I was surrounded by women pushing carts filled with metal photo frames -- with actual glass in them, breakable dishes, lovely vases and cute jeans. Me? A hapless interplanetary visitor observing the strange ways of these earthlings ... and yet, wasn't that a memory of me doing the same thing?

Normal once but no more.

WAIT! Look: bamboo bowls! I bought five of them. Does that make me semi-normal? Pseudo normal? Abnormal? Paranormal?

This morning my sister called.

"Can I call you right back? I'm in the bath house."

Freak.

Wednesday, May 5, 2010

JUST ENOUGH


We slept the sleep of the exhausted last night, thrilled to have made it to the Outer Banks, and deliciously comfortable in our V-berth nest.

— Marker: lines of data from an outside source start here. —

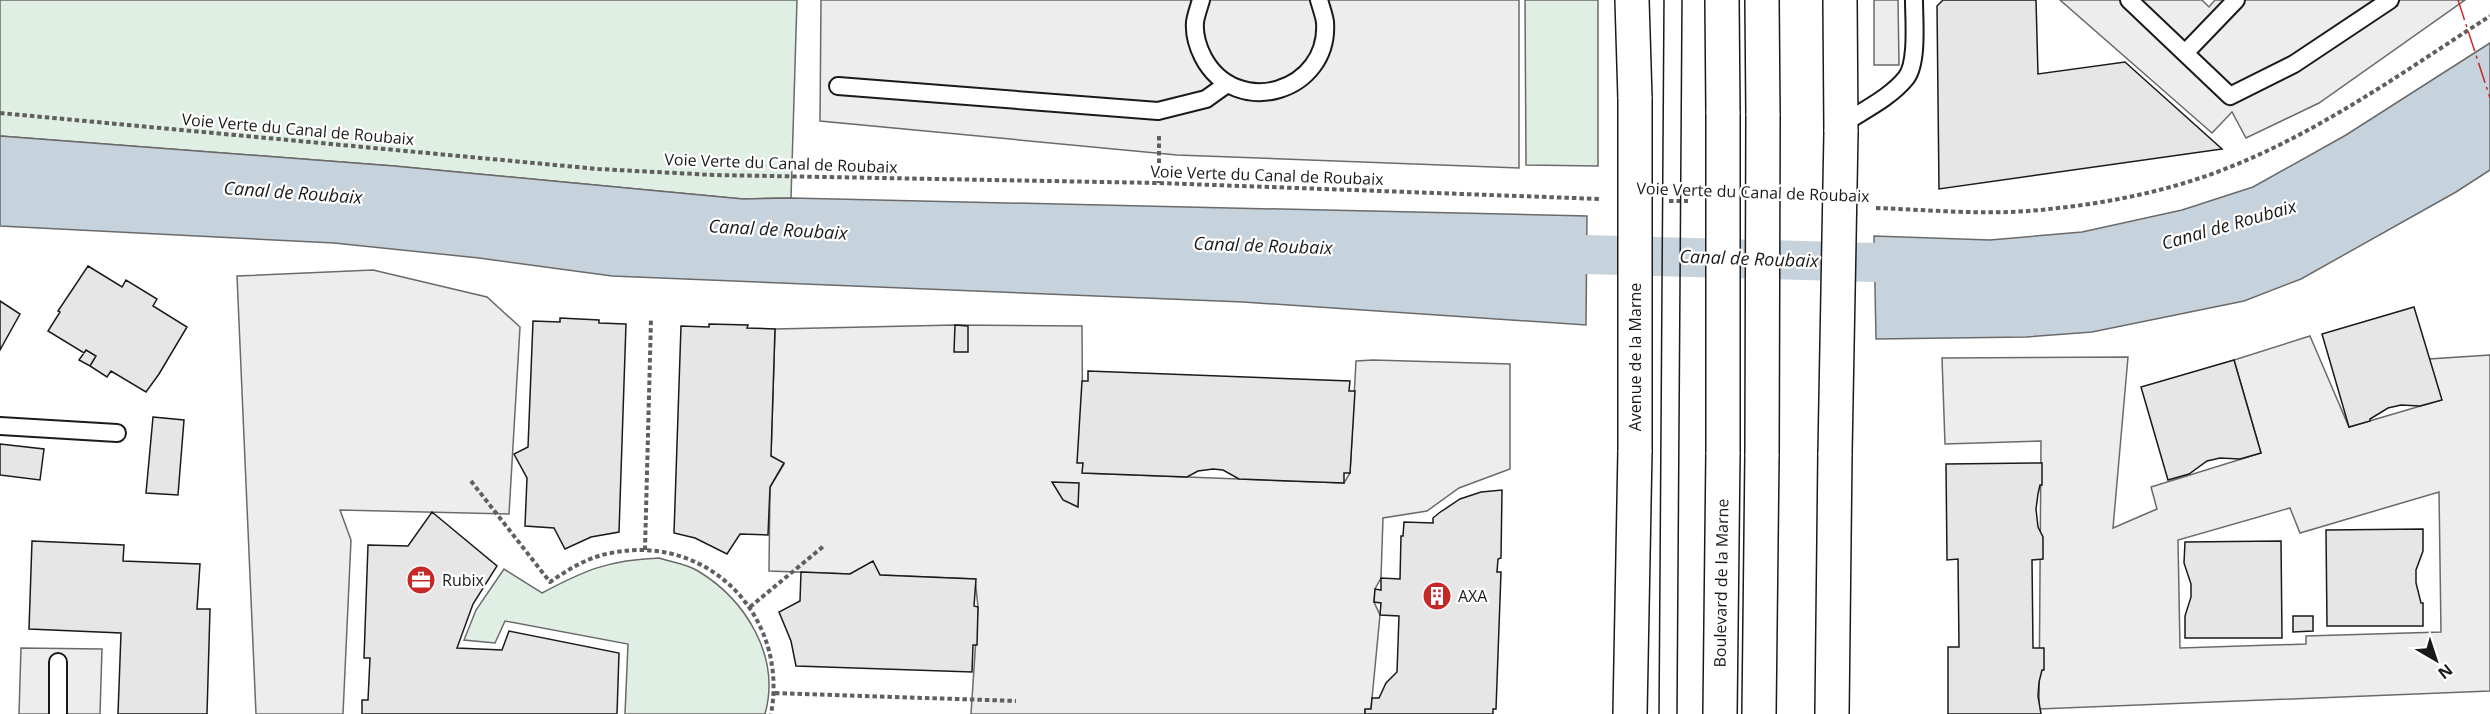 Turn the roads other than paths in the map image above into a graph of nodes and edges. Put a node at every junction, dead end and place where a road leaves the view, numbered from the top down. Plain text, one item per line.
1 (1202, 0) edge
2 (1318, 0) edge
3 (1632, 0) edge
4 (1722, 0) edge
5 (1762, 0) edge
6 (1840, 0) edge
7 (1914, 0) edge
8 (2130, 0) edge
9 (2236, 0) edge
10 (2390, 0) edge
11 (2186, 52) junction
12 (1227, 84) junction
13 (838, 86) dead end
14 (1841, 129) junction
15 (0, 426) edge
16 (117, 433) dead end
17 (58, 662) dead end
18 (58, 714) edge
19 (1630, 714) edge
20 (1720, 714) edge
21 (1759, 714) edge
22 (1832, 714) edge

1 - 12 lane
2 - 12 lane
3 - 19 main road, Avenue de la Marne, bridge
4 - 20 main road, Boulevard de la Marne, bridge
5 - 21 main road, bridge
6 - 14 main road
7 - 14 lane
8 - 11 lane
9 - 11 lane
10 - 11 lane
12 - 13 lane
14 - 22 main road, bridge
15 - 16 lane
17 - 18 lane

We're officially live aboards now, but for awhile we'll be moving-aboards.

While on the one hand, it's an amazing feat that we pared a houseful of belongings down to three carloads of stuff, stuff that fit beautifully into a fictional boat and a fictional cruising lifestyle.  But now that the fiberglass has hit the water, all that stuff seems, well, too much.

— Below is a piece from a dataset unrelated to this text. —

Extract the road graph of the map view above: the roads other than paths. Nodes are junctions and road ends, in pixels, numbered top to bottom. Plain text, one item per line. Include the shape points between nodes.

The boat is spacious in boat terms, but in house terms, we're pretty much moving into the equivalent of a nicely appointed garden shed.

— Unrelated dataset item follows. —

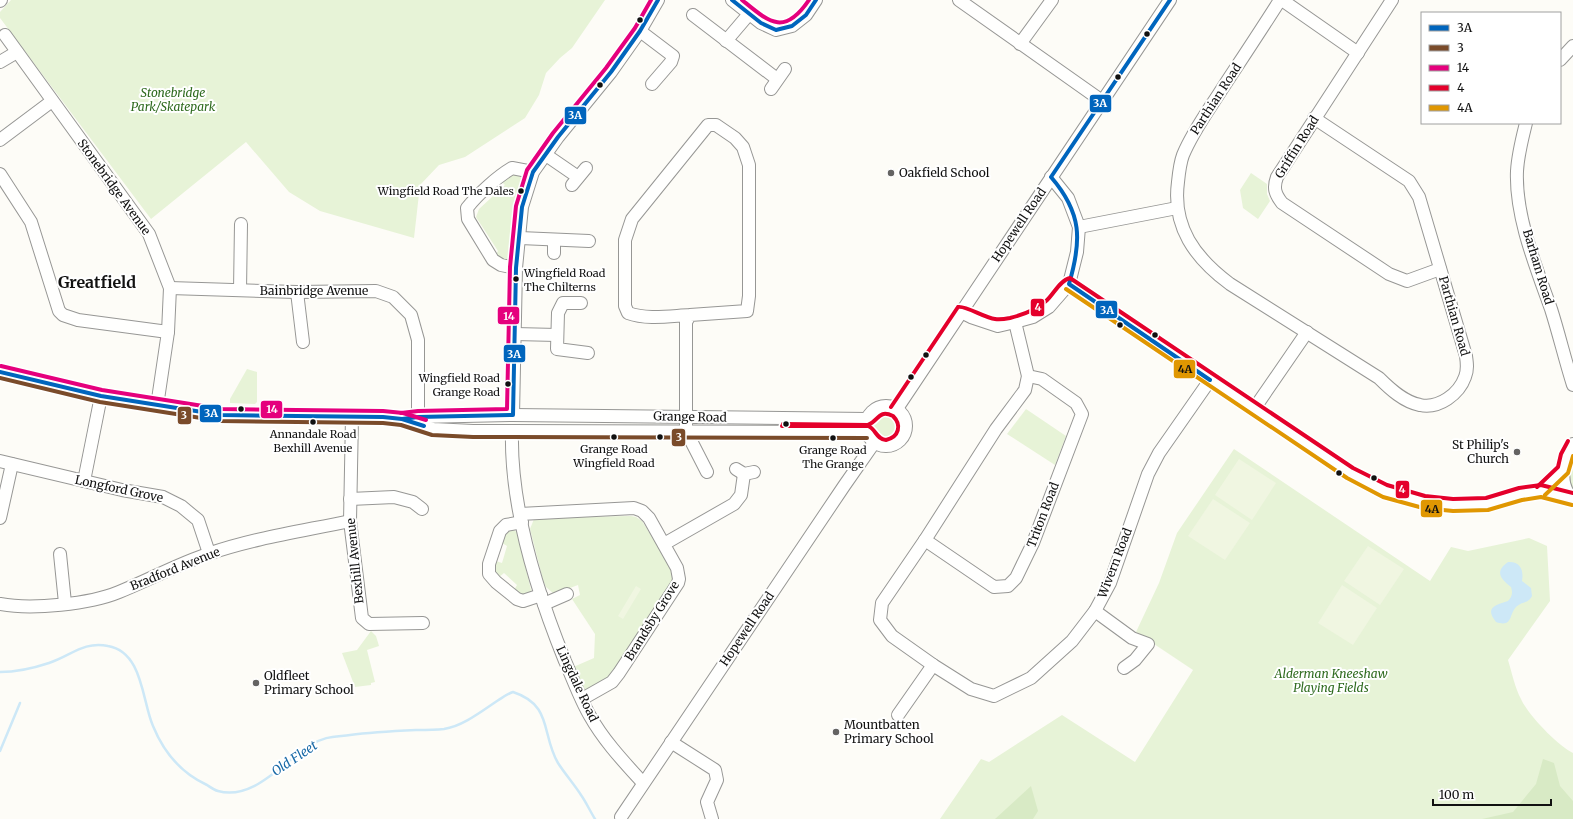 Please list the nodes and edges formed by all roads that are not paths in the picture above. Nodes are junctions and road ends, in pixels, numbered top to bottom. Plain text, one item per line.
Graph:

As people stop by to see our new home, I watch their reaction, curious to see if, as I expected, they would view us a borderline nut bags. What I didn't anticipate is that people would look longingly about the boat, settle in and heave a huge happy sigh.

Many times already, I have heard, "This is really all you need, isn't it?"

They lament their full houses, crammed attics, bursting storage units. What a crazy, untenable economic system we've built. Truly, how can we maintain an economy that can only thrive if all of us keep consuming?

I'm not really doing my part to stop the madness. I've only traded in my jeans for new high-tech pants, ditched my rolling suitcase for a waterproof duffle, and given up stoneware for wooden dishes.

But one day soon, this tradeoff must end. The boat is a container. When it is full, there will be no marine trailer pulled behind us, no luggage rack on deck.

I look forward to that moment when we can finally declare that we've crossed the finish line, that what we have onboard is just enough.

Friday, April 23, 2010

RHYTHM & BLUE

After my first night alone onboard, I was chatting with a local and mentioned "that storm last night."

"Huh, I didn't even notice," he said.

And that's the kind of storm it was, the kind that passes without notice on land. In a house, with the doors and windows closed, with the heat on, it's easy to sleep in total ignorance of what transpires just beyond the walls. But on the water, a thin piece of floating fiberglass separating me from the wind and water, I live at the whim of nature, unable to shut it out.

I watch the barometer for changes. I check the tides, the wind prediction, the radar. Three times a day, while preparing meals, I turn on my new talk radio: marine radio channel 1, DJed by a cold automaton droning about wind direction and wave height and small craft advisories.

I've settled into the sounds of my boat and the water on her hull. My ears have tuned to the new normal and prick instantly at change, an unexpected bump or a wind shift.

My sleep is at the same time soothed by the roll of water passing by and peppered with alert for the midnight call of my boat needing assistance.

My muscles are sore from constant motion, subtle as it is in this quiet marina.

All my senses are adjusting to a totally unfamiliar world.

Sometimes I peer out the port, 30 yards down the dock, at that other world and ponder lines and crossing them, waves and wind, and what a difference a few yards can make.

Thursday, April 22, 2010

ALONE ONBOARD

Boats are a noisy business. The wind plays a soulful, murmur overhead answered below by the random clanging of water, a constant reminder that I'm sitting in a floating fiberglass tub. The lines groan in the cleats, and the occasional halyard raps a metallic drumbeat, the boom squeaks on its hinge. Throw in rain clacking onto the fiberglass deck, and it raises quite a racket -- especially on your first night alone at the end of a long dock.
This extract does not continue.